Which is why I thought both conditions had to exist. I guess I'll find out if I get a 1099 sent to me.


----------



## ErinP

It'll come snail mail in a plain envelope. 

and the form reads "you received payments through a third party network that 1. exceeded $20,000 in gross total reportable payment transactions *and* 2. the total number of those transactions exceeded 200 for the calendar year"
So I'm reading it as you must have 200 transactions AND the $20K to trigger a 1099. That doesn't mean the government doesn't care if it's less than that, just that PayPal isn't required to send you a 1099. 
I would still recommend reporting your income, even if it's "only" $10K.


----------



## Ken Scharabok

You really need to talk to a professional tax preparer. First consulation should be free.

I don't report as income sales of personal items. Its not something I bought for resale nor produced. Yard-sale concept. Just cleaning out closets or perional storage.

I don't report personal items someone has me list for them even if they pay my listing/sales cost and a bit more. This happens maybe once or twice a year and it isn't much. I doubt I'm going to be called on it.

I don't report shipping charges as income, not as expenses. It is basically a wash-post transaction. Just end-of-sale amount.

Purchased shipping supplies I do count as an expense against gross sales.

Occasionally someone brings by the shop something they need work done on. I have a note pad on which I record that income. (And there is no one as desperate as a farmer who has let a borken implement sit for the winter than then needs to use it TODAY. I charge accordingly.

I try to be as honest as I can with the IRS without keeping to the penny reocrds. Sort of a cost of living in the United States.


----------



## Belfrybat

OK, thanks for the info -- then I'm OK as far as the 1099 is concerned. As far as reporting income, yes, it all has to be reported. Even sale of personal items if that happens more than three times a year. Not sure if the latter is Fed or just a Texas law pertaining to sales tax, but at least here, a person can have three garage sales a year not lasting more than 2 days and not have to report the income. 

What is really going to burn me is when I have to start collecting out of state sales tax -- my recordkeeping will get crazy difficult at that point. Right now, my sales are marked as in state or out of state, and therefore easy to keep track of. Can you imagine the horror for a small business person of having to keep up with 50 different taxes? And the reporting and recordkeeping that will entail. It will put the small guys like me out of business.


----------



## ErinP

You'll have to collect out-of-state sales tax? Since when?? (I remember this being a discussion in the relatively recent past, but I thought it was dumped again).
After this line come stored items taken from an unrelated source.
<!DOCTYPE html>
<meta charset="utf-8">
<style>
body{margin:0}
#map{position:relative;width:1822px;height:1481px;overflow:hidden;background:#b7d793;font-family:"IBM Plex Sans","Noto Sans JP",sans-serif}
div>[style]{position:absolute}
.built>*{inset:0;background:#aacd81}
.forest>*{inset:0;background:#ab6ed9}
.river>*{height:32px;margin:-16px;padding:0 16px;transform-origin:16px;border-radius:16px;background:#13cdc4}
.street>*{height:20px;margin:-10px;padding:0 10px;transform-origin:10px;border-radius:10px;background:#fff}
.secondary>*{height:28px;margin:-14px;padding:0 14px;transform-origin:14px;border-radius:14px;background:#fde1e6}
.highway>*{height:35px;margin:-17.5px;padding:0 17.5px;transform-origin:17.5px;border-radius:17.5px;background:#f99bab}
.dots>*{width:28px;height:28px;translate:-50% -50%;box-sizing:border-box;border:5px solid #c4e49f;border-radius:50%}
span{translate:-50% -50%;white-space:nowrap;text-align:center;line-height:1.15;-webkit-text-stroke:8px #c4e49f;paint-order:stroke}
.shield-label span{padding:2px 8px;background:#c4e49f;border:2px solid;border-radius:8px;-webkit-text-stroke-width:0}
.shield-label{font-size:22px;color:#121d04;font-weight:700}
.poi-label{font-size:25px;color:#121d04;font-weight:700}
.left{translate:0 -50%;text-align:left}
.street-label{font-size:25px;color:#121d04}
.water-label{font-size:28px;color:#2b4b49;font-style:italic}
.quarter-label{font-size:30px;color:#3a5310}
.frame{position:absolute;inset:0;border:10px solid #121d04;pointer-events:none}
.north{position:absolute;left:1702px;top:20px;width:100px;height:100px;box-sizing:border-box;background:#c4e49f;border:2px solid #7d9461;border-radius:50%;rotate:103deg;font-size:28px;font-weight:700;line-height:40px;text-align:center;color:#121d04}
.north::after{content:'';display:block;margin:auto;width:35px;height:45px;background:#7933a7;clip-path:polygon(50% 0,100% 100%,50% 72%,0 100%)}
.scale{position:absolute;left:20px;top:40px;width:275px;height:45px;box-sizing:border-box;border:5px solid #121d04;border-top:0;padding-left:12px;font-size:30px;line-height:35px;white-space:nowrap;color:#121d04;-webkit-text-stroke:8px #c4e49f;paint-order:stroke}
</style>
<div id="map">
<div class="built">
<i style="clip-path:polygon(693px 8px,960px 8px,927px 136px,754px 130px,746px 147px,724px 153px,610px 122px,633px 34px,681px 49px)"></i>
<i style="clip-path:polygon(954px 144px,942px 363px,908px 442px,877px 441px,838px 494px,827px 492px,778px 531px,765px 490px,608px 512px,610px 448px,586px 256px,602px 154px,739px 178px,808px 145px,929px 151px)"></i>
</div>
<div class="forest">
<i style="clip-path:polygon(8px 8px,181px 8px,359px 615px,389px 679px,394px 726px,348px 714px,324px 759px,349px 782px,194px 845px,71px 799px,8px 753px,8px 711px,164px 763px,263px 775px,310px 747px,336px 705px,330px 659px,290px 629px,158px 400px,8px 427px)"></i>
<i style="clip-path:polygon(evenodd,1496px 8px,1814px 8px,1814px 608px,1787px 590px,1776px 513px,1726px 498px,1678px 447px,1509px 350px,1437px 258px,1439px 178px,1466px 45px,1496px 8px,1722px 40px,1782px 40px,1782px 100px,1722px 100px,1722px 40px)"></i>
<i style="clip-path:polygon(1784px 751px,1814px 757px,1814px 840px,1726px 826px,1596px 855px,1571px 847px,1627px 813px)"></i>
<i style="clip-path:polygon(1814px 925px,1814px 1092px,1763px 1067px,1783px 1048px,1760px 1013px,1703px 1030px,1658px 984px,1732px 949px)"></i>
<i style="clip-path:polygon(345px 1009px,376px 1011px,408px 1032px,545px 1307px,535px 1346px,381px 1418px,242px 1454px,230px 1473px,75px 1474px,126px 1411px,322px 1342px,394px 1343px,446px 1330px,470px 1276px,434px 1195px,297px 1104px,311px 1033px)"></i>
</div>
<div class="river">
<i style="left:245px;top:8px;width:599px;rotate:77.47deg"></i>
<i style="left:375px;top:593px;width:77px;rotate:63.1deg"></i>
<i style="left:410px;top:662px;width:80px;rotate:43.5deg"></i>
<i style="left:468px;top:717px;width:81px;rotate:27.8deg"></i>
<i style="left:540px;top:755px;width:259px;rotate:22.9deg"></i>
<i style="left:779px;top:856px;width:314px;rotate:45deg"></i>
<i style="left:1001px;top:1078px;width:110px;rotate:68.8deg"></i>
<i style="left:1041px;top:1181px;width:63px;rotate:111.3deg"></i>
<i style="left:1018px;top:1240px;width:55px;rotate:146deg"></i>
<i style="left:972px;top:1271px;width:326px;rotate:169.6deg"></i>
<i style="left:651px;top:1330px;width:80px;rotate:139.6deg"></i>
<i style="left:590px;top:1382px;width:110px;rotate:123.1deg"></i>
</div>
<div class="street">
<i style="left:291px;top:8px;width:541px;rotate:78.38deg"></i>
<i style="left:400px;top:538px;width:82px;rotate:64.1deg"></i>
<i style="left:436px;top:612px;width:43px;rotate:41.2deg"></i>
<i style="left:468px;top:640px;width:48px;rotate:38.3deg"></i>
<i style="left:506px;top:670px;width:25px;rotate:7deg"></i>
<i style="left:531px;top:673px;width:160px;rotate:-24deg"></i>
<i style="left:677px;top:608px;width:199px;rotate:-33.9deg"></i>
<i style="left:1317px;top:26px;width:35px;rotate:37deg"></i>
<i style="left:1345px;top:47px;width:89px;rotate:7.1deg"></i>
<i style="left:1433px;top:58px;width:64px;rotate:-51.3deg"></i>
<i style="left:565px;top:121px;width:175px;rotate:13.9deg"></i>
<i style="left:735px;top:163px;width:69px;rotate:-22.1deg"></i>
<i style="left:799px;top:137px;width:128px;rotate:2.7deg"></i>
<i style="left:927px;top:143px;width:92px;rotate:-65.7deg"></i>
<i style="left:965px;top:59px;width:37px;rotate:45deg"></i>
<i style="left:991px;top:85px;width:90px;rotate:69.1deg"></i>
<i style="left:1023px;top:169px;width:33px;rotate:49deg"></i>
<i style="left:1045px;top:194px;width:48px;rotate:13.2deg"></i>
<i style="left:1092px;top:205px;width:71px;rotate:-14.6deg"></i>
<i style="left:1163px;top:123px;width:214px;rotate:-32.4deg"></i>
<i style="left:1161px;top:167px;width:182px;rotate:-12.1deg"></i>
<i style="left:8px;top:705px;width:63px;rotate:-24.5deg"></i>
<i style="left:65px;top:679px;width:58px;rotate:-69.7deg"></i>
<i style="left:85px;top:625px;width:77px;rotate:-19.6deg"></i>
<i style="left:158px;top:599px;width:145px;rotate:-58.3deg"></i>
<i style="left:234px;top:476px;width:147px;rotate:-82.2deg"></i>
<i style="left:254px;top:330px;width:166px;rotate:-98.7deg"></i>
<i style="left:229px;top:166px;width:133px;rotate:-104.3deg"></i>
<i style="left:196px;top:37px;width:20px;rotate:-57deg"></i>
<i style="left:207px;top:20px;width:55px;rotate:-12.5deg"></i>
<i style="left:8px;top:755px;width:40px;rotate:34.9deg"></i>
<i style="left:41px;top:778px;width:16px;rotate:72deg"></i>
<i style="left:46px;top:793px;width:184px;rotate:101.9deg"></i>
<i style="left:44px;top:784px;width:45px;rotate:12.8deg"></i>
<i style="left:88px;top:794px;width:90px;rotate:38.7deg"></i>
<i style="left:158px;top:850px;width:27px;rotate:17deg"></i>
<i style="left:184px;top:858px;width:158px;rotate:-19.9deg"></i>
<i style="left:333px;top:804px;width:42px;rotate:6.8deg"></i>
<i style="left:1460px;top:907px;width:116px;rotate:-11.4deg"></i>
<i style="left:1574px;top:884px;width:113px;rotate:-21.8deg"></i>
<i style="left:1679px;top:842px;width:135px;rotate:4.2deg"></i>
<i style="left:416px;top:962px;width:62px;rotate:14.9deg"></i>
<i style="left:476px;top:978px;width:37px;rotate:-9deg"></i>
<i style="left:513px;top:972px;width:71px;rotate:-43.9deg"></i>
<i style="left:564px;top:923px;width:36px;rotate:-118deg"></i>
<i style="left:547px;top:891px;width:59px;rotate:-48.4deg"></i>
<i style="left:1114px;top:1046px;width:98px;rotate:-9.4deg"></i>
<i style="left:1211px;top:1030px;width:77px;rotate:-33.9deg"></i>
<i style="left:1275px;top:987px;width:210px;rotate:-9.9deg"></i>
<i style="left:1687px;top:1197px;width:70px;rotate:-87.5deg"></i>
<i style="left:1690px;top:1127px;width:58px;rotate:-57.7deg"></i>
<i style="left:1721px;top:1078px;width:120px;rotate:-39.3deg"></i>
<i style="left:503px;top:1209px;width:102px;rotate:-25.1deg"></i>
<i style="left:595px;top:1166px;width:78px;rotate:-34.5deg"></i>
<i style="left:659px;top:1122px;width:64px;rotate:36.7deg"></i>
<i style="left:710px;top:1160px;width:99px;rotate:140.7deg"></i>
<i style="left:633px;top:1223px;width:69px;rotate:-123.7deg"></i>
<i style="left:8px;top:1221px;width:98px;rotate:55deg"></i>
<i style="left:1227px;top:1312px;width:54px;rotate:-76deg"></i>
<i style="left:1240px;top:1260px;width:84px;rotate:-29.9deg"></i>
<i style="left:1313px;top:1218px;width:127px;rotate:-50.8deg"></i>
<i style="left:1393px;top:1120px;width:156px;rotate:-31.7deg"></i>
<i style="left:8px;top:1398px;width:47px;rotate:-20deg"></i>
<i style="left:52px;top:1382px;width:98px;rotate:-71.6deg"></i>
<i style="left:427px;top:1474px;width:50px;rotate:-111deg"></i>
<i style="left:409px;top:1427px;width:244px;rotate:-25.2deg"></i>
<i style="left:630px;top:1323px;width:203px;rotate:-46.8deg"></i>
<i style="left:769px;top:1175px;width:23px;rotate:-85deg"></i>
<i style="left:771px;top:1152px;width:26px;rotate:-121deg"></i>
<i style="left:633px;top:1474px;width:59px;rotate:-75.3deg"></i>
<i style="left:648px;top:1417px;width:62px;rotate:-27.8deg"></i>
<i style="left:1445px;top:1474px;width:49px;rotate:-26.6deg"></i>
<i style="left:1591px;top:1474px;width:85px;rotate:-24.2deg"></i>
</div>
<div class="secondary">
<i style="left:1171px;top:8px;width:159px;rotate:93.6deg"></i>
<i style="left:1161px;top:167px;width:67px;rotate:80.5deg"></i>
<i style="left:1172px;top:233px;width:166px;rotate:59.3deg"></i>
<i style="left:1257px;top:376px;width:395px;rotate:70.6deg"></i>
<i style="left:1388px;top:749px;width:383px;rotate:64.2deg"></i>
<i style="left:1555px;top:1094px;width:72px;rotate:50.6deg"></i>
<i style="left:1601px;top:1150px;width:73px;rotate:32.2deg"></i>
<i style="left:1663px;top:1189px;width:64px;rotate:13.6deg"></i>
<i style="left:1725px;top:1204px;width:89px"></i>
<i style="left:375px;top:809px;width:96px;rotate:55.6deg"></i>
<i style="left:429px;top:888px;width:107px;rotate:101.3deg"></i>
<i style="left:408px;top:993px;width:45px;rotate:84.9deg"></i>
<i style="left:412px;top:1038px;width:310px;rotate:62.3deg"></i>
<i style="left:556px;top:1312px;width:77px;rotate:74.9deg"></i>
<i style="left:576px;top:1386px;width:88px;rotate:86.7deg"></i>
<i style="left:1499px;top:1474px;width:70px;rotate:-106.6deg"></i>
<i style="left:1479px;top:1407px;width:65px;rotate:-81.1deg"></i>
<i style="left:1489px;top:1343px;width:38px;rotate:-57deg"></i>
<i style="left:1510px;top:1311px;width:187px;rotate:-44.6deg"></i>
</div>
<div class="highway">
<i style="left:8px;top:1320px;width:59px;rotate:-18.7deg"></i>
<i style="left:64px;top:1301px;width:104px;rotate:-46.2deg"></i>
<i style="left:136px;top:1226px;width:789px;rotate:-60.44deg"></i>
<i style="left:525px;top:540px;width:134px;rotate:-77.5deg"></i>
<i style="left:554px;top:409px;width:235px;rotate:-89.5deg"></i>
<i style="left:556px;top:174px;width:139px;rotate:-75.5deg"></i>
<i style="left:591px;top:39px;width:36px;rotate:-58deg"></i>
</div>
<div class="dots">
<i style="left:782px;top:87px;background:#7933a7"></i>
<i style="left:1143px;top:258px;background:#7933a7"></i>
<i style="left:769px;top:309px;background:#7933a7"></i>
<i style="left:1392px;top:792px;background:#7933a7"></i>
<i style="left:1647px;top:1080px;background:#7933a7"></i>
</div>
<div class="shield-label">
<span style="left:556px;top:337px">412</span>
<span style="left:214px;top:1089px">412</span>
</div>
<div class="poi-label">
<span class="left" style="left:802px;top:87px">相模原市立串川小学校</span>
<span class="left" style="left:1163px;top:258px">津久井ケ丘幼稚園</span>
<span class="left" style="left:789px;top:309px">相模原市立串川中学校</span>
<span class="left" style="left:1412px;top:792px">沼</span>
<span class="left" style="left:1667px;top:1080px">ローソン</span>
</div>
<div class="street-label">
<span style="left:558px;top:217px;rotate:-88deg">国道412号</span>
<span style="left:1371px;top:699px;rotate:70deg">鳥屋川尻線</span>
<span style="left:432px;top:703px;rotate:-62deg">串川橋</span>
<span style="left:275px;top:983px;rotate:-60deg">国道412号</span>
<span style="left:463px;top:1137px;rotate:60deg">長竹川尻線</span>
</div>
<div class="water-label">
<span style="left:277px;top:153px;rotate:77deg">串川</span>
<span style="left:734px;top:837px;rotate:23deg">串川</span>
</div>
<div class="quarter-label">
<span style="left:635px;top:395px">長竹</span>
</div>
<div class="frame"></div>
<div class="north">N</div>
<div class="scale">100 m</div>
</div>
So far as taxes, I seem to do things exactly the same as you Ken. Ignoring re-sale of personal items, shipping comes right off the top of transactions, etc. So I guess if you ever get nailed in an audit, let me know what, in particular, wasn't allowed.


----------



## Belfrybat

ErinP said:


> You'll have to collect out-of-state sales tax? Since when?? (I remember this being a discussion in the relatively recent past, but I thought it was dumped again).


We don't, YET. But mark my words, it is coming. Just too much potential revenue for the various States going down the tubes.


----------



## ErinP

Yeah, I think you're probably right. 
I was just thinking you meant I had missed something _already_! lol


----------



## happychick

This article "The PayPal 1099-K: Don't Fear It" is a must read - it should help answer some folks questions here! http://www.etsy.com/blog/en/2012/the-paypal-1099-k-dont-fear-it/


----------



## Ken Scharabok

When I purchase off of Amazon or through Dell I am charged state sales taxes. Far as I know Amazon doesn't have a distribution center in TN, but Dell does.

Would seem to be a fairly simple exercise for eBay to collect and then turn over a state sales tax to a state. However, some states, like TN, have a variety of sales taxes. For example, on groceries it is 6%. On most all other non-major items 9.75%. Sliding scale for items such as vehicles.


----------



## Ken Scharabok

Just retuned from having my taxes done by H&R. Agent initially insisted she had to report PayPal's 1099K total as income. After arguing a bit I let she complete the taxes. When I returned home she called and said she was, in fact, in error. It is just an informational filing between PayPal and the IRS.


----------